Research and Simulation of Vector Control Technology for AC Motors with Implementation Details

AC motor vector control technology (Field-Oriented Control, FOC) is a high-performance motor control method that achieves independent control of torque and magnetic field by treating AC motors equivalent to DC motors. The core mechanism involves decomposing three-phase currents into excitation and torque components through coordinate transformations, enabling precise regulation of motor speed and torque. From an implementation perspective, this typically requires real-time current sampling, coordinate transformation algorithms, and PID control loops.

In asynchronous motor control, key steps of vector control technology include coordinate transformations (Clarke transform and Park transform), PI regulator design for current and speed loops, and Space Vector Pulse Width Modulation (SVPWM). The Clarke transform converts three-phase currents to two-phase stationary reference frame quantities, while the Park transform rotates these to a synchronous reference frame. Implementation-wise, these transformations involve matrix operations that can be efficiently coded using floating-point arithmetic or fixed-point optimization for embedded systems.

Matlab/Simulink serves as a crucial simulation tool for studying vector control technology, providing comprehensive motor models and control blocks for building vector control systems and conducting dynamic simulations. The Simulink environment allows developers to implement transformation blocks using MATLAB functions or Simulink blocks, tune PI parameters through PID tuner tools, and simulate system responses under various conditions.

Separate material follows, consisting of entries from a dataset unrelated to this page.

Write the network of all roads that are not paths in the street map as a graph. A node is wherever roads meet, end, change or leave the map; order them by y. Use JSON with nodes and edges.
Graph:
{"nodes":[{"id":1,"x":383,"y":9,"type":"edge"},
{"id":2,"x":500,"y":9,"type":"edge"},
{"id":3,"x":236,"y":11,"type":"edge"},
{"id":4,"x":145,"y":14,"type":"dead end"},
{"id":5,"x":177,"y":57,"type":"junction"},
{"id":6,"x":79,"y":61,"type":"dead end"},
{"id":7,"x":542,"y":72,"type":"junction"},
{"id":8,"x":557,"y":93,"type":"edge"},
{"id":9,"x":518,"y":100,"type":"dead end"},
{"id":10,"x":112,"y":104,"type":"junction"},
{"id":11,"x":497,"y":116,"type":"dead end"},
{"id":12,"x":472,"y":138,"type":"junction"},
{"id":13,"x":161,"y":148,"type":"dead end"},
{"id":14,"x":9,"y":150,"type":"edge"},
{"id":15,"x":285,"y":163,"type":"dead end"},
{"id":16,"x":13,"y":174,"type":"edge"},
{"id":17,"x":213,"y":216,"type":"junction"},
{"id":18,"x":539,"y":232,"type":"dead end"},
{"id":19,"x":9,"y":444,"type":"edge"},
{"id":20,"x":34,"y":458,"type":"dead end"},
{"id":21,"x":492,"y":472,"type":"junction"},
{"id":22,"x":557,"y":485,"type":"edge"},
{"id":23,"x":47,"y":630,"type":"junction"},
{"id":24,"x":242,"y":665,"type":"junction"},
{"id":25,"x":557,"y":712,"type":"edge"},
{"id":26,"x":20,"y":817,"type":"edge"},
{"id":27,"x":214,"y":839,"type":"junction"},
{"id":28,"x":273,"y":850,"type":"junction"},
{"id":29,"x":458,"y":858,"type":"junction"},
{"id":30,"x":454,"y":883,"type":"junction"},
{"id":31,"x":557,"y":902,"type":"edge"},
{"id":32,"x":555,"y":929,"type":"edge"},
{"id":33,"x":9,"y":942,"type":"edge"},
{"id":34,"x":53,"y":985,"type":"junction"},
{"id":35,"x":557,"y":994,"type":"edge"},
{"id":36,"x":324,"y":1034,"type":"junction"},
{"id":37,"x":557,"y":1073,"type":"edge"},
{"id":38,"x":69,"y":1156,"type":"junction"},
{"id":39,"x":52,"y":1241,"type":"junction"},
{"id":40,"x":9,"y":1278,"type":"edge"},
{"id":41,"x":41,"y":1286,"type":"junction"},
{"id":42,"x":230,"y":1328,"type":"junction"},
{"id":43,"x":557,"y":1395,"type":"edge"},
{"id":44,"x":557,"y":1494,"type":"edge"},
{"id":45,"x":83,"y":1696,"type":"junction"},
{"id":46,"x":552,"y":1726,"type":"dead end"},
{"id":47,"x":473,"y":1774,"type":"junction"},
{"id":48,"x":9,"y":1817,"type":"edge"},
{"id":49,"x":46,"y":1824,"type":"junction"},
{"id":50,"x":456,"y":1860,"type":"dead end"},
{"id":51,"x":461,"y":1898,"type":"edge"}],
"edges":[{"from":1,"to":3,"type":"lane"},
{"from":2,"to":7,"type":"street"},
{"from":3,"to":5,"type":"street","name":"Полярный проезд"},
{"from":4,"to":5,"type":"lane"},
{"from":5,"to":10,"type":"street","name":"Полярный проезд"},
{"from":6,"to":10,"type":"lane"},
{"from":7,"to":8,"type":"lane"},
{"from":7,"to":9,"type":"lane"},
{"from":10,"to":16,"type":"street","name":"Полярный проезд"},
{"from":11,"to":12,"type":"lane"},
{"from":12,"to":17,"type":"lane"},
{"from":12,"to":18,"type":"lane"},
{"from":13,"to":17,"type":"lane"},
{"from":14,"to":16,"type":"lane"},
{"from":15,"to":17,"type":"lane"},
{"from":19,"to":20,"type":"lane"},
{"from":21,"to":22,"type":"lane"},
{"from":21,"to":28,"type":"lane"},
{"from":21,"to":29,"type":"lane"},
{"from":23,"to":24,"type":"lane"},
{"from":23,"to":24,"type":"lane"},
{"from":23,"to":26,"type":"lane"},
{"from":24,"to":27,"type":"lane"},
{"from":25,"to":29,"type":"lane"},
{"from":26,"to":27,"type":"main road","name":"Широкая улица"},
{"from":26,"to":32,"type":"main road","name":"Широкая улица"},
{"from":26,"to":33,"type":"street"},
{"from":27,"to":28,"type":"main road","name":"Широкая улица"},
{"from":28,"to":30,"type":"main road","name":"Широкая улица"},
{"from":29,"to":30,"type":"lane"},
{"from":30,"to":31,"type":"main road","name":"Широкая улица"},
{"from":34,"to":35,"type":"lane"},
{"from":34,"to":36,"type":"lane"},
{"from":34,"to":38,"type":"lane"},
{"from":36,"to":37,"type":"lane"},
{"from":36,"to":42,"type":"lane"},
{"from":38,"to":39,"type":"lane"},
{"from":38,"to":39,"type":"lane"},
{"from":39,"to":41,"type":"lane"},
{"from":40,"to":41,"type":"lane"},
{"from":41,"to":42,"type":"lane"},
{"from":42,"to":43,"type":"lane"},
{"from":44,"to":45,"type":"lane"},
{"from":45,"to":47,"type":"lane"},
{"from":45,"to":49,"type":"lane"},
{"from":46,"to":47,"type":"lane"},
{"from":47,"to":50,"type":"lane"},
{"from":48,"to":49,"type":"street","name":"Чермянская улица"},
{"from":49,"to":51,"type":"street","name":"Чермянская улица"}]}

During simulation, engineers can adjust PI regulator parameters, observe motor starting characteristics, and analyze load disturbance responses to optimize control strategies.

Simulation studies demonstrate that vector control technology offers significant advantages in high-performance drive systems, particularly in applications requiring rapid dynamic response such as electric vehicles and industrial servo systems. The implementation typically involves current feedback loops with sampling rates exceeding 10 kHz and fast interrupt handling for real-time control. Future developments will see further improvement in AC motor control performance through the integration of digital signal processors (DSPs) with advanced control algorithms, where code optimization techniques like lookup tables for trigonometric functions and field-weakening algorithms will play crucial roles.